WHAT IS REQUIRED. Keep only the lines that hold the string "gradientUnits", filtering out the rest of the entries below.

--- START ---

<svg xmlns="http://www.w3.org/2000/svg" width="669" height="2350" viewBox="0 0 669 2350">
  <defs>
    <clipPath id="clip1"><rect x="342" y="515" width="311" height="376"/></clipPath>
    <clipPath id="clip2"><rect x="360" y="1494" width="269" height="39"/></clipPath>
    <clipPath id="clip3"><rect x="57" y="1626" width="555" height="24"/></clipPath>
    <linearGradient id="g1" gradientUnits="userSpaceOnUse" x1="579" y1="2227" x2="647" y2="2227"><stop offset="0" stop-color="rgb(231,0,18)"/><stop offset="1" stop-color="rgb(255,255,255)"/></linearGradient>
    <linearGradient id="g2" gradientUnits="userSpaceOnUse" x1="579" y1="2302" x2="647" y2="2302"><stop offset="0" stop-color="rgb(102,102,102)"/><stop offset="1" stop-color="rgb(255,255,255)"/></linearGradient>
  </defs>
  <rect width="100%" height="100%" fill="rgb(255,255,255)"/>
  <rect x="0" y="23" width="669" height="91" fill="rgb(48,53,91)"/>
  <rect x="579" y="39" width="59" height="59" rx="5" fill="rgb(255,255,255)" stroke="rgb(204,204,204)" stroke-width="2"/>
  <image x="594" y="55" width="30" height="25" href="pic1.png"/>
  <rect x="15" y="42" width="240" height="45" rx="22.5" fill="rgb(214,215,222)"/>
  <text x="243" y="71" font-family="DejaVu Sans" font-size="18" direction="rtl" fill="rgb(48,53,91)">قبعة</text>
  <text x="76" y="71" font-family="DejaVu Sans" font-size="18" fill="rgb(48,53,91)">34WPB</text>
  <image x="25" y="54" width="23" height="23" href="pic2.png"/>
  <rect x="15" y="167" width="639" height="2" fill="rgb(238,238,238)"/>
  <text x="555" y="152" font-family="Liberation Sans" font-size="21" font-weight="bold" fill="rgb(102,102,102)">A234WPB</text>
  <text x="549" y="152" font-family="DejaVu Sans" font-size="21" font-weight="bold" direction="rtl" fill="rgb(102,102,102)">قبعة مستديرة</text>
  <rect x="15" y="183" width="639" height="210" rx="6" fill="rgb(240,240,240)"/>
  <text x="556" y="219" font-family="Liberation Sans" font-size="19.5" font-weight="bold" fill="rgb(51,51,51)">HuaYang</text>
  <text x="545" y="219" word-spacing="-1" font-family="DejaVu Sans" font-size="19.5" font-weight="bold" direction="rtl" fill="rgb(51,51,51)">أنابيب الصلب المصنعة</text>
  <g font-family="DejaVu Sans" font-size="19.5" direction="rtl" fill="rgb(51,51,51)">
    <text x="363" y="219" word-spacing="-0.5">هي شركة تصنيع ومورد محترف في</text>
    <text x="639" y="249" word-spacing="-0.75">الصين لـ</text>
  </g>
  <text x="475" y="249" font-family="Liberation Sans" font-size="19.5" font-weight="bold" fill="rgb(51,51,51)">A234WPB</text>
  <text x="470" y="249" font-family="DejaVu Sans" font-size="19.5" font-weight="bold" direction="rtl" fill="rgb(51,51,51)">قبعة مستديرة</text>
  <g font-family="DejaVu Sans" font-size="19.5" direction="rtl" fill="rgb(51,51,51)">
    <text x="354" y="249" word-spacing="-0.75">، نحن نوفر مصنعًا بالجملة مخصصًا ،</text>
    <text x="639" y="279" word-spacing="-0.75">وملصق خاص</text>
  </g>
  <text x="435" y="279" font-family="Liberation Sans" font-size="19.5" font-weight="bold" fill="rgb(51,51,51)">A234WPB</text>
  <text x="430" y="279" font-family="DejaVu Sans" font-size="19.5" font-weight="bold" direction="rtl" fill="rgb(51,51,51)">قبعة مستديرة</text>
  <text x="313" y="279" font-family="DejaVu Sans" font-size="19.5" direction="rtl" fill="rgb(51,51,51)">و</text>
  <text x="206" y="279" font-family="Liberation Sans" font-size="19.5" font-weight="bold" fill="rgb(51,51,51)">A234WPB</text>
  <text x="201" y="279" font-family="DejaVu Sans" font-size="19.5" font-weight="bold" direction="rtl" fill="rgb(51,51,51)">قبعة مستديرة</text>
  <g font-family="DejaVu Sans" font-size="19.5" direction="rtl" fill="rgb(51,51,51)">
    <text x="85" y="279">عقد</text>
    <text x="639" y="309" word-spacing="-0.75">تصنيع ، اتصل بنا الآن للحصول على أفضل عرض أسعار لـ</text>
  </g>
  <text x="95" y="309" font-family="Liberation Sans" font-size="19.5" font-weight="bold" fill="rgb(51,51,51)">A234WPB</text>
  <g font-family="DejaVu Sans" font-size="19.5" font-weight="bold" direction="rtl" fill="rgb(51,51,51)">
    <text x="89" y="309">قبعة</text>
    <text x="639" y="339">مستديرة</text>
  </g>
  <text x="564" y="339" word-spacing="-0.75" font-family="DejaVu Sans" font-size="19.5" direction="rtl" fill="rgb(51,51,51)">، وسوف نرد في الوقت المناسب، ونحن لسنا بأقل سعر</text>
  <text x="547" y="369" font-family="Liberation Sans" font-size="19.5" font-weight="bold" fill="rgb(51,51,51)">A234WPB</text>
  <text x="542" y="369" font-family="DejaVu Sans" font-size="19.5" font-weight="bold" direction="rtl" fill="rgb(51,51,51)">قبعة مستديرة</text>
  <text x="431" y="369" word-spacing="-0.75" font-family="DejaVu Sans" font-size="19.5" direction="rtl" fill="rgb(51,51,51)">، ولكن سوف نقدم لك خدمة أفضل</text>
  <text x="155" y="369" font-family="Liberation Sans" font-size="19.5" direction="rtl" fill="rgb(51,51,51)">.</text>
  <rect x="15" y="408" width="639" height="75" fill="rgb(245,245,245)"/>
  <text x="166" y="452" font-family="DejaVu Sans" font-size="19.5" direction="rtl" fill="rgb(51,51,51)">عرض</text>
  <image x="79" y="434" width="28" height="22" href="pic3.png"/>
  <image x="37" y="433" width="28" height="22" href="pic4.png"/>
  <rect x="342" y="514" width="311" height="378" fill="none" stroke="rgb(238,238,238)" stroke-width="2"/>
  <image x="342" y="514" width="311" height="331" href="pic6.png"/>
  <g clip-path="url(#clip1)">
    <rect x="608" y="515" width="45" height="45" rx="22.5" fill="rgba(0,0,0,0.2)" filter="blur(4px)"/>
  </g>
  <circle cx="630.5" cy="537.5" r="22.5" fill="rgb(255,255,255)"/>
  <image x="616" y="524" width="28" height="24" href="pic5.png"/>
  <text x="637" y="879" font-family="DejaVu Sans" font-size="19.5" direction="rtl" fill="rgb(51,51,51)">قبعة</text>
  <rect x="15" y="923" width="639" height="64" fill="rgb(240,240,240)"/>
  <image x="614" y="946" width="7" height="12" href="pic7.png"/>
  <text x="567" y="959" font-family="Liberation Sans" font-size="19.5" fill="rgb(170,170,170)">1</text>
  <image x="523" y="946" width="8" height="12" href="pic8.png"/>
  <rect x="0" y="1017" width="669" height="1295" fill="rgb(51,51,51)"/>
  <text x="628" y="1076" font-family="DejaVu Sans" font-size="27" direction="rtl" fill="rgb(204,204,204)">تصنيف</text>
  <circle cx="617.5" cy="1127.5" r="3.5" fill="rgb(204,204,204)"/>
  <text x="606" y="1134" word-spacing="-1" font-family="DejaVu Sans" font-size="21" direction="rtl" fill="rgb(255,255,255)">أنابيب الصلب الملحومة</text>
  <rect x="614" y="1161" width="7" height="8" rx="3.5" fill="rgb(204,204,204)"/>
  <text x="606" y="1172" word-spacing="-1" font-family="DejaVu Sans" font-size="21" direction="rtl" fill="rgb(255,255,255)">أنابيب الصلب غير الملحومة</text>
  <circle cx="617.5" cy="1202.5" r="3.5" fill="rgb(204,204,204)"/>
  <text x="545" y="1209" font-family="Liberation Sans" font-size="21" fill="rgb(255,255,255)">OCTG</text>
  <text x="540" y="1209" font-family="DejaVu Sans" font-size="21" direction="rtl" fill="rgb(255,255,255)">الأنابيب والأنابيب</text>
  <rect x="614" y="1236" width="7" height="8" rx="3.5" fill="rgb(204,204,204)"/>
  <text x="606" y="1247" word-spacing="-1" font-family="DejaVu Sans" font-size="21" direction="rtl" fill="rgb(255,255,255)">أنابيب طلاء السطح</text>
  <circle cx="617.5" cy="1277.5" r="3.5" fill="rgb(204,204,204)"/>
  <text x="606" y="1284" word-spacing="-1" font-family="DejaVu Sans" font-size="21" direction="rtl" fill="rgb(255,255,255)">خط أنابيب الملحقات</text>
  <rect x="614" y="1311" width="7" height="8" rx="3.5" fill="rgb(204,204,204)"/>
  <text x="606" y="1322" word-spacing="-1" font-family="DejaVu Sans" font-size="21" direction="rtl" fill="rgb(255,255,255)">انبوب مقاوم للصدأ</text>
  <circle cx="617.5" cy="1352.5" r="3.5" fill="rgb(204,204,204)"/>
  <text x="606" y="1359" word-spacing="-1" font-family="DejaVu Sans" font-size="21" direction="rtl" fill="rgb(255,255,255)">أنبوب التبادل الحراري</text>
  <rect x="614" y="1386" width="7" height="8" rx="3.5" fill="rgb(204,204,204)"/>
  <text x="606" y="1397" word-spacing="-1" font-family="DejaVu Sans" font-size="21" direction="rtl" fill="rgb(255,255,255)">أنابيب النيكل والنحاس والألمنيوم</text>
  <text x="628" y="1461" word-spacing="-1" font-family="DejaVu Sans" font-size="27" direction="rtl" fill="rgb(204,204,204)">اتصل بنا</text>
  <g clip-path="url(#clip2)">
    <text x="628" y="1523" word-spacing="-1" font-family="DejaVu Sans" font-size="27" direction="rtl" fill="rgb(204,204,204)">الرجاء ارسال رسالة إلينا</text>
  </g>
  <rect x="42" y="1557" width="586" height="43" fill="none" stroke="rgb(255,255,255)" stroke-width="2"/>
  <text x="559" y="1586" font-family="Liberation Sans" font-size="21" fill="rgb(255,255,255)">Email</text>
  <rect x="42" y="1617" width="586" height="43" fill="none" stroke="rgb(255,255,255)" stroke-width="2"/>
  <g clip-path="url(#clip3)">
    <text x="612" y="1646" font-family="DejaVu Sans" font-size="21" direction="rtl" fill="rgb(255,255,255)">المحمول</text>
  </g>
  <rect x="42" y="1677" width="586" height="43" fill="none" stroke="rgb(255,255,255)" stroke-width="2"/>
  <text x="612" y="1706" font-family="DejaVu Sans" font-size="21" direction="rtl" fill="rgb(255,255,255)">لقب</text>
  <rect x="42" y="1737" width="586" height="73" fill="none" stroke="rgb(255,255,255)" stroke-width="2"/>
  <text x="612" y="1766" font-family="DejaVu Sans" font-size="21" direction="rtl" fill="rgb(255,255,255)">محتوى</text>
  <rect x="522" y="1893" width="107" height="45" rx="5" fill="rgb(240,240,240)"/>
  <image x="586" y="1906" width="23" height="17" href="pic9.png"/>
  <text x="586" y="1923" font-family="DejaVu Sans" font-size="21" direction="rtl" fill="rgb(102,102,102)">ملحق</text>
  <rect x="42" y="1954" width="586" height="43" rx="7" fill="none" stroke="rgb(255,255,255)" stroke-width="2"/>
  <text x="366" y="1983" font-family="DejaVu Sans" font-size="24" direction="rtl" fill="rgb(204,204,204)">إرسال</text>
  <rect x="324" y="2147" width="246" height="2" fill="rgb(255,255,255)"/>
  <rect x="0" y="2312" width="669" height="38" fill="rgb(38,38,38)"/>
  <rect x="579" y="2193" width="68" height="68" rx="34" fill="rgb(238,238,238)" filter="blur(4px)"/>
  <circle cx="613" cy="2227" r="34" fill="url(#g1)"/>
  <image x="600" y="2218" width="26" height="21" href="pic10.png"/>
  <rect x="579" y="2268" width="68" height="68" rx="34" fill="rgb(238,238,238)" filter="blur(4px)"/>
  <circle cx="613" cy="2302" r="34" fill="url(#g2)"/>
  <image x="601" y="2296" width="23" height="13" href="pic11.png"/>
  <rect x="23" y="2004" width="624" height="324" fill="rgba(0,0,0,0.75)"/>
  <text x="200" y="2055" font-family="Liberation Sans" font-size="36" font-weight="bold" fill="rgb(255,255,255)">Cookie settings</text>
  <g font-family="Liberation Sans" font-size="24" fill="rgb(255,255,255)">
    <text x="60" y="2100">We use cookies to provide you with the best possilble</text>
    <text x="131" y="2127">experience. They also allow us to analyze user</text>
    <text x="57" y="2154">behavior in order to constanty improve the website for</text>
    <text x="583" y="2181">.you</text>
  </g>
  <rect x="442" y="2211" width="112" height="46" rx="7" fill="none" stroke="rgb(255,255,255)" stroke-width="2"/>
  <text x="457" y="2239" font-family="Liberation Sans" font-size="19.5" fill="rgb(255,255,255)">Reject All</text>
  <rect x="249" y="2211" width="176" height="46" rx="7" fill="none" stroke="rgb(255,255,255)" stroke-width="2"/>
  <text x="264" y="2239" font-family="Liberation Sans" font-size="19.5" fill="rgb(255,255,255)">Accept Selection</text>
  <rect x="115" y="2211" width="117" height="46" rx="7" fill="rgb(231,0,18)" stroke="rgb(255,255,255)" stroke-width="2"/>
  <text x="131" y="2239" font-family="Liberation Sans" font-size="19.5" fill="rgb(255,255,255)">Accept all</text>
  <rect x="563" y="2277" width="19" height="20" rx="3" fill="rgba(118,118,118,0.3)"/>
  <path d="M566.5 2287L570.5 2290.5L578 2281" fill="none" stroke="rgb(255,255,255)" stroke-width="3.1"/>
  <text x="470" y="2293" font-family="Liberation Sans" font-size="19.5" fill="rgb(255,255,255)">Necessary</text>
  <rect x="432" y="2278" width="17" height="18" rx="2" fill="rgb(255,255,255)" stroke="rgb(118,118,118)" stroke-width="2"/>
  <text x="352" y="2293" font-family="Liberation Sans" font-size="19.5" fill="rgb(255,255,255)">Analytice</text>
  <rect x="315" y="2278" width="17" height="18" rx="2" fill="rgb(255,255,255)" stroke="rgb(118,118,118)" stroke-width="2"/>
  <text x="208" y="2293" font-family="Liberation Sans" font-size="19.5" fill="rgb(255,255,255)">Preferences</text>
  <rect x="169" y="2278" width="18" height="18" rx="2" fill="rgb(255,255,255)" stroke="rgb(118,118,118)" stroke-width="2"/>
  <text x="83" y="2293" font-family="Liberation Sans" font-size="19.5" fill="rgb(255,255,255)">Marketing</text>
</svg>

--- END ---

EXERCISE SOLUTION.
    <linearGradient id="g1" gradientUnits="userSpaceOnUse" x1="579" y1="2227" x2="647" y2="2227"><stop offset="0" stop-color="rgb(231,0,18)"/><stop offset="1" stop-color="rgb(255,255,255)"/></linearGradient>
    <linearGradient id="g2" gradientUnits="userSpaceOnUse" x1="579" y1="2302" x2="647" y2="2302"><stop offset="0" stop-color="rgb(102,102,102)"/><stop offset="1" stop-color="rgb(255,255,255)"/></linearGradient>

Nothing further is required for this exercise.